Dataset entries:
++++++++++++++++++++

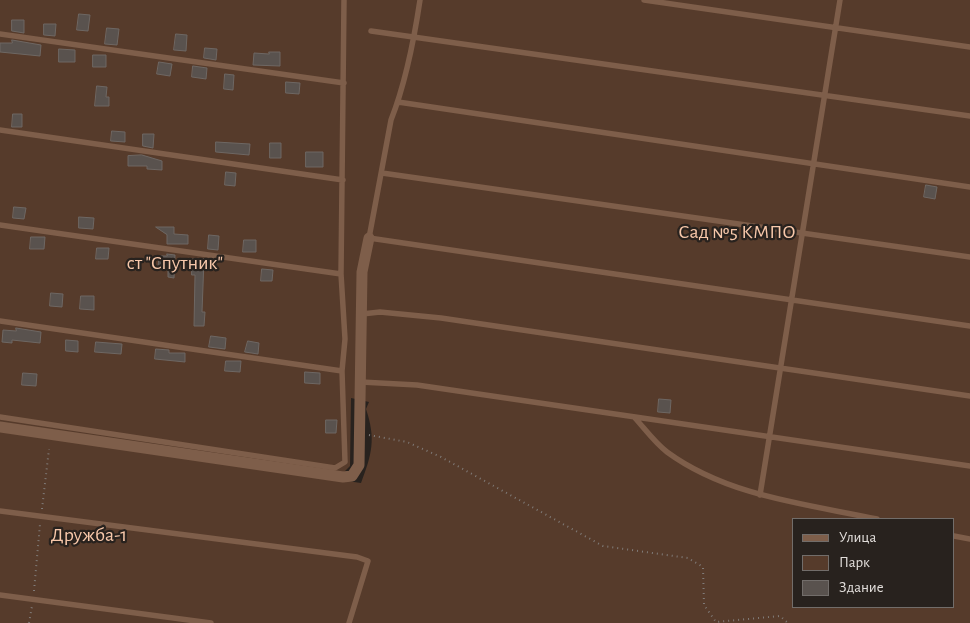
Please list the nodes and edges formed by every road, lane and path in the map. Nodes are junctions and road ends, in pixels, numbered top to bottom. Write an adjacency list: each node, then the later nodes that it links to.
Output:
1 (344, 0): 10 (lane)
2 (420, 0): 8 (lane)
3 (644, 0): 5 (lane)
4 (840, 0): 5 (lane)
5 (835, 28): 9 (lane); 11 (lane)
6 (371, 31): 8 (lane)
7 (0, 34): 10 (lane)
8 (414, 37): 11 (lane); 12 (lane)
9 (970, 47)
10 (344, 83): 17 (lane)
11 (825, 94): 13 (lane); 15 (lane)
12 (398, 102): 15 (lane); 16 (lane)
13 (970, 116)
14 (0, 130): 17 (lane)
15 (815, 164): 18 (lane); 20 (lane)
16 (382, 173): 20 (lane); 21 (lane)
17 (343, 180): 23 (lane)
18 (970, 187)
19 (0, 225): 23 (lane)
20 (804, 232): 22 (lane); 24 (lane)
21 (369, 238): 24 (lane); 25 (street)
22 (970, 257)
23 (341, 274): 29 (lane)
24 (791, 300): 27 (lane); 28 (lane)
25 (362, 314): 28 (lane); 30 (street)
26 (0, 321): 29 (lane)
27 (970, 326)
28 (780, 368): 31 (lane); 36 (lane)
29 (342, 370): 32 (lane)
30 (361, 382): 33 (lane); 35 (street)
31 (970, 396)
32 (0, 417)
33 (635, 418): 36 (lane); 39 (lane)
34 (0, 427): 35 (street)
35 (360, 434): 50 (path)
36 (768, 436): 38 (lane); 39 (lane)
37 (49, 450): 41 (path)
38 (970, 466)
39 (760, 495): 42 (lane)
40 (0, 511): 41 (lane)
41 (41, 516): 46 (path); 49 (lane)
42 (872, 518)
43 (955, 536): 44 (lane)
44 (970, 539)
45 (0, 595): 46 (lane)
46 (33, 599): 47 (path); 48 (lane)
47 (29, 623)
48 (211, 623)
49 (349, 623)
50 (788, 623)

++++++++++++++++++++

* **Work order**
I would like the data above transcribed exactly, with its pictures left out.

* **Expected answer**
Please list the nodes and edges formed by every road, lane and path in the map. Nodes are junctions and road ends, in pixels, numbered top to bottom. Write an adjacency list: each node, then the later nodes that it links to.
Output:
1 (344, 0): 10 (lane)
2 (420, 0): 8 (lane)
3 (644, 0): 5 (lane)
4 (840, 0): 5 (lane)
5 (835, 28): 9 (lane); 11 (lane)
6 (371, 31): 8 (lane)
7 (0, 34): 10 (lane)
8 (414, 37): 11 (lane); 12 (lane)
9 (970, 47)
10 (344, 83): 17 (lane)
11 (825, 94): 13 (lane); 15 (lane)
12 (398, 102): 15 (lane); 16 (lane)
13 (970, 116)
14 (0, 130): 17 (lane)
15 (815, 164): 18 (lane); 20 (lane)
16 (382, 173): 20 (lane); 21 (lane)
17 (343, 180): 23 (lane)
18 (970, 187)
19 (0, 225): 23 (lane)
20 (804, 232): 22 (lane); 24 (lane)
21 (369, 238): 24 (lane); 25 (street)
22 (970, 257)
23 (341, 274): 29 (lane)
24 (791, 300): 27 (lane); 28 (lane)
25 (362, 314): 28 (lane); 30 (street)
26 (0, 321): 29 (lane)
27 (970, 326)
28 (780, 368): 31 (lane); 36 (lane)
29 (342, 370): 32 (lane)
30 (361, 382): 33 (lane); 35 (street)
31 (970, 396)
32 (0, 417)
33 (635, 418): 36 (lane); 39 (lane)
34 (0, 427): 35 (street)
35 (360, 434): 50 (path)
36 (768, 436): 38 (lane); 39 (lane)
37 (49, 450): 41 (path)
38 (970, 466)
39 (760, 495): 42 (lane)
40 (0, 511): 41 (lane)
41 (41, 516): 46 (path); 49 (lane)
42 (872, 518)
43 (955, 536): 44 (lane)
44 (970, 539)
45 (0, 595): 46 (lane)
46 (33, 599): 47 (path); 48 (lane)
47 (29, 623)
48 (211, 623)
49 (349, 623)
50 (788, 623)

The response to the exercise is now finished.